ASUCD holds cultural awareness forum

RAUL MORALES / AGGIE

Students discuss advocacy, student representation

ASUCD hosted a forum in the Student Community Center (SCC) on May 8 to discuss cultural awareness. The event, hosted by the Department of Outreach and Recruitment and the Ethnic and Cultural Affairs Commission, gave students the chance to speak with their representatives and engage in discussions about issues of advocacy and student representation.

The forum, which took place in Meeting Room E on the second floor of the SCC, featured current ASUCD Senators Samantha Chiang, Marcos Rodriguez and Jose Meneses.

“ASUCD forums show students what issues we care about; cultural awareness is particularly timely due to our current political climate,” Chiang said in an email interview. “As ASUCD representatives, we want to foster a university environment that is inclusive to folx from all backgrounds.”

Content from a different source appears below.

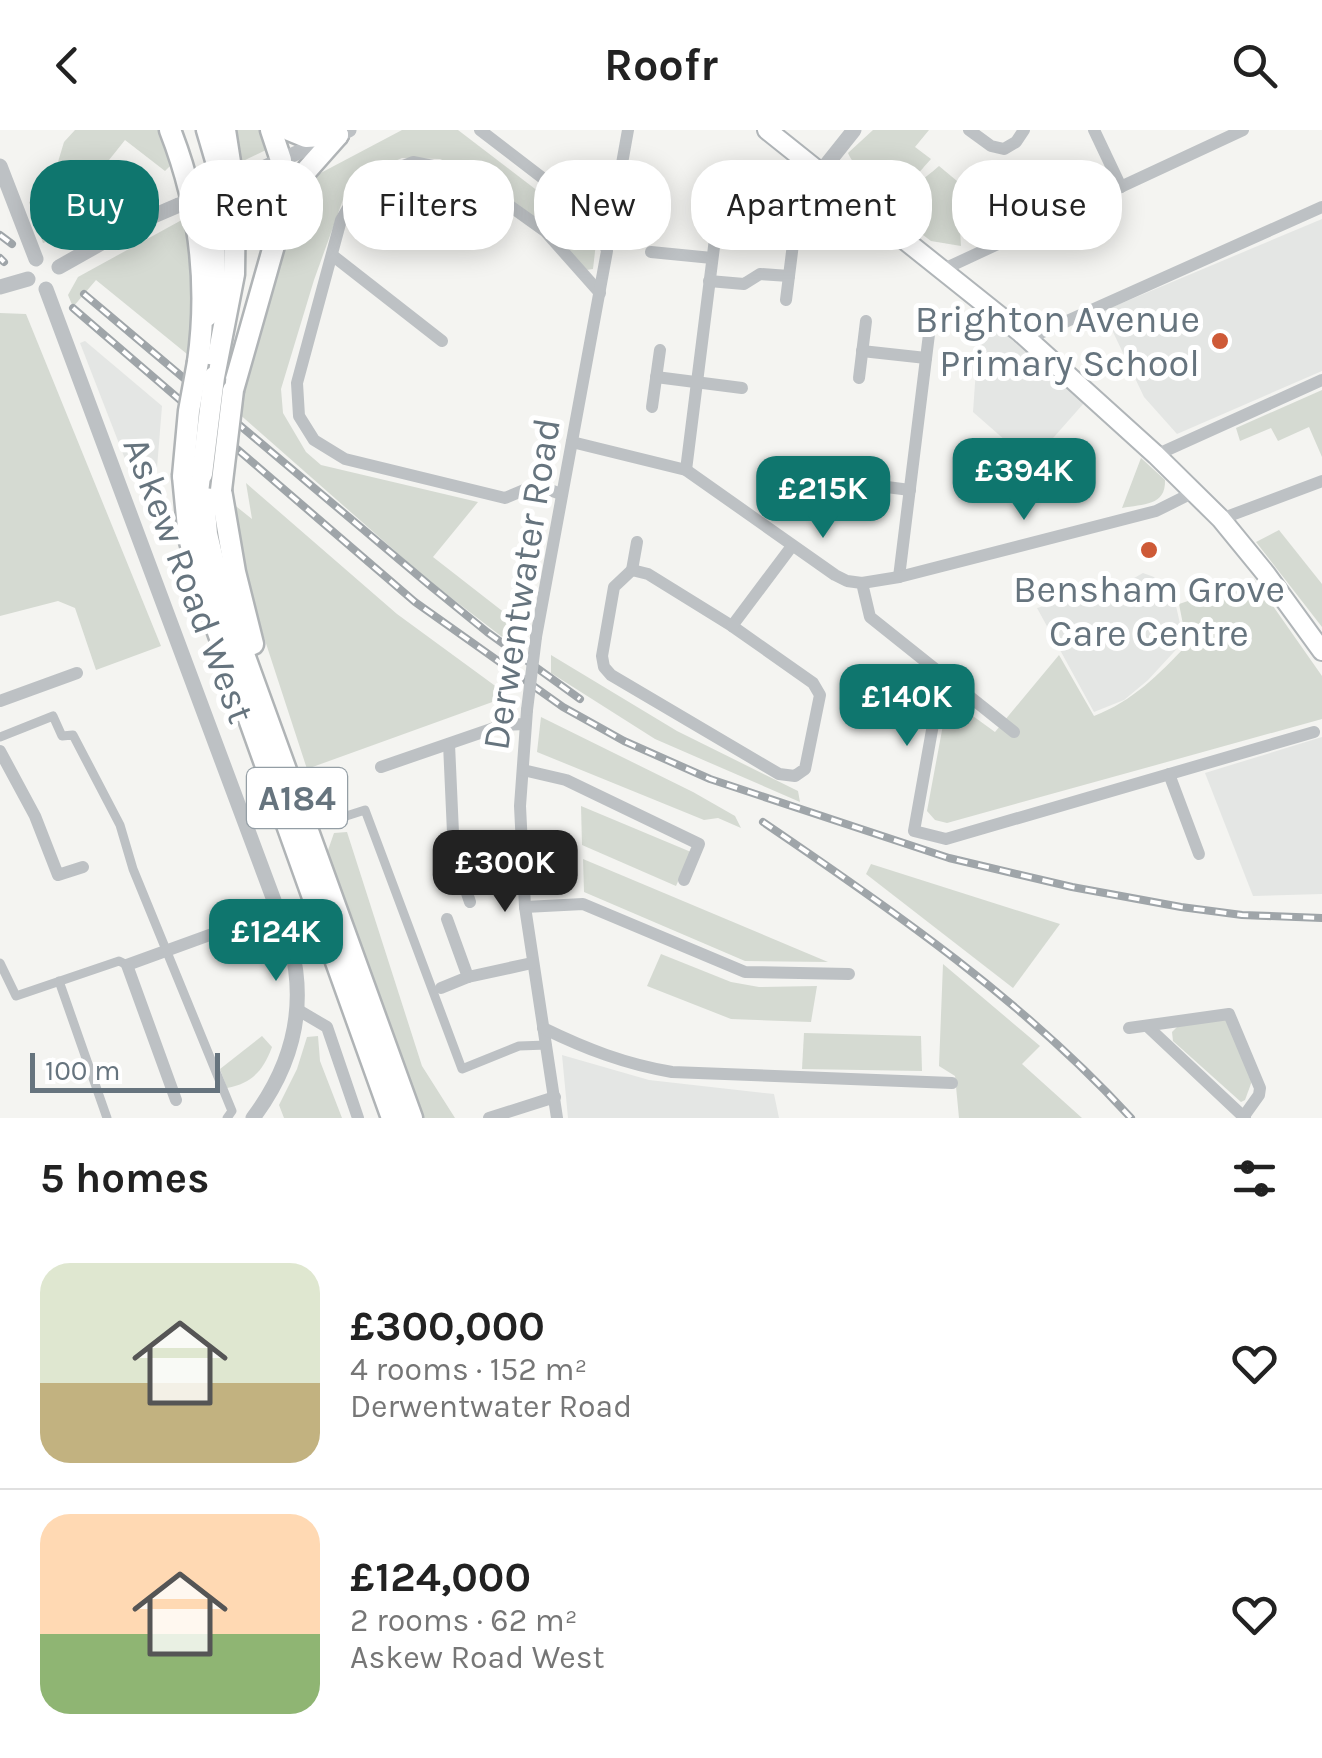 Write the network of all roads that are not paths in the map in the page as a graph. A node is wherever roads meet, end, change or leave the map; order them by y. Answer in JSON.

ASUCD has hosted forums before to try to better engage students and foster a relationship with the student body. Josh Dalavai, the current ASUCD president, said that the forums offer a space for back-and-forth dialogue.

“Beyond the spatial advantages, the content of these forums is very useful as they pertain to critical student issues,” Dalavai said in an email interview. “The forums serve as both a space for disseminating the work ASUCD is doing to tackle these issues and as a site for criticism and feedback.”

The forum, which lasted over an hour, included discussions of various topics, including student engagement and ASUCD’s work on issues like student diversity and inclusiveness.

Rodriguez, a second-year political science major, said that speaking with students offers an opportunity to engage with certain issues faced by different student groups.

“I feel like just being more involved with them and kind of letting them know where we are as an association, we can start to talk to communities, like underrepresented communities where we want to help build these coalitions and we want them to know that we want to help them, and a way to do that is through open forums,” Rodriguez said.

Although only a handful of students attended the forum, Chiang hopes future forums will attract a larger audience and greater involvement from both students and ASUCD senators to help build a stronger relationship between the two groups.

“When marketed properly, these forums can serve as a venue to hold student representative accountable and ensure that we are truly working in students’ best interest,” Chiang said. “Hopefully, we can garner more of a turnout in the future and combat the general apathy towards student government.”